Millet to open Writing Program Reading Series Sept. 17

Fiction writer Lydia Millet will read from her work at 8 p.m. Sept. 17 in Duncker Hall, Room 201, Hurst Lounge to open the Writing Program in Arts & Sciences’ fall Reading Series.

Millet is the author of six novels, beginning with the subversive coming-of-age tale “Omnivores,” which centers on a young woman whose megalomaniac father turns their home into an armed camp after seceding from the United States. Her second novel, the political satire “George Bush, Dark Prince of Love,” tells the story of a trailer park denizen who becomes obsessed with the 41st president.

Millet’s third novel, “My Happy Life” — which won the 2003 PEN-USA Award for Fiction — follows a nameless woman who, abandoned in a derelict hospital for the mentally ill, spends her days writing memories on the walls.

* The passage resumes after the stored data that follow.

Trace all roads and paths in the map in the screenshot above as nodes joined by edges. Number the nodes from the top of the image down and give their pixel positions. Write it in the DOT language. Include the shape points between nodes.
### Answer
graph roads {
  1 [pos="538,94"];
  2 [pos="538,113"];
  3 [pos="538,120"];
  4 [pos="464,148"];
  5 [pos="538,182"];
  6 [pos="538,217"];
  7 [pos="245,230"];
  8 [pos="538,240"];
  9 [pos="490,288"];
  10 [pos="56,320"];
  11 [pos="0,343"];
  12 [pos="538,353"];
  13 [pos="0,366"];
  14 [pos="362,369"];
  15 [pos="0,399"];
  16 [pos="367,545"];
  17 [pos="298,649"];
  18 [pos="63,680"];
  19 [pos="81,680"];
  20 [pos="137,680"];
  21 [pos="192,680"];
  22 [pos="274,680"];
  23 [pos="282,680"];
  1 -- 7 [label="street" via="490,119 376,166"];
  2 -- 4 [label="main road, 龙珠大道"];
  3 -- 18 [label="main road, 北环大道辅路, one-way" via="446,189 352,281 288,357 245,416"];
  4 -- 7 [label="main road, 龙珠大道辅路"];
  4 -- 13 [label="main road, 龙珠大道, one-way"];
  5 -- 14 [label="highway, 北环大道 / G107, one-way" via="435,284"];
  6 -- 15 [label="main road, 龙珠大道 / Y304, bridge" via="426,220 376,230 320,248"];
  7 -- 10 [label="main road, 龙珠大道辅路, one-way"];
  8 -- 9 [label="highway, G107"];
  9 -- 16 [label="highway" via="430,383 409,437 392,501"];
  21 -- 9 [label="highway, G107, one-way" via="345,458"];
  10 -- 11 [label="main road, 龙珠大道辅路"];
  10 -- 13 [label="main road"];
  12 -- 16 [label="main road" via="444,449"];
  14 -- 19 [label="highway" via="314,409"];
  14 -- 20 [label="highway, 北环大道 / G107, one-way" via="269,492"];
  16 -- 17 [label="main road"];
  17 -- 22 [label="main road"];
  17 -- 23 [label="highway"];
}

“Occasionally, a book comes along that is truly written (as writers are instructed books should be) as if it were the writer’s last,” wrote Publisher’s Weekly. “Millet’s sad and infinitely touching third novel … is such an extraordinary work.”

Other novels include the tragicomic “Everyone’s Pretty,” about an alcoholic pornographer seeking immortality; “Oh Pure and Radiant Heart,” which images Robert Oppenheimer, Enrico Fermi and Leo Szilard transported to contemporary America to survey the legacy of the Manhattan Project; and “How the Dead Dream,” a black comedy about an ambitious Los Angeles real estate developer.

Her latest book is the forthcoming story collection “Love in Infant Monkeys.”

The talk is free and open to the public. A reception will follow.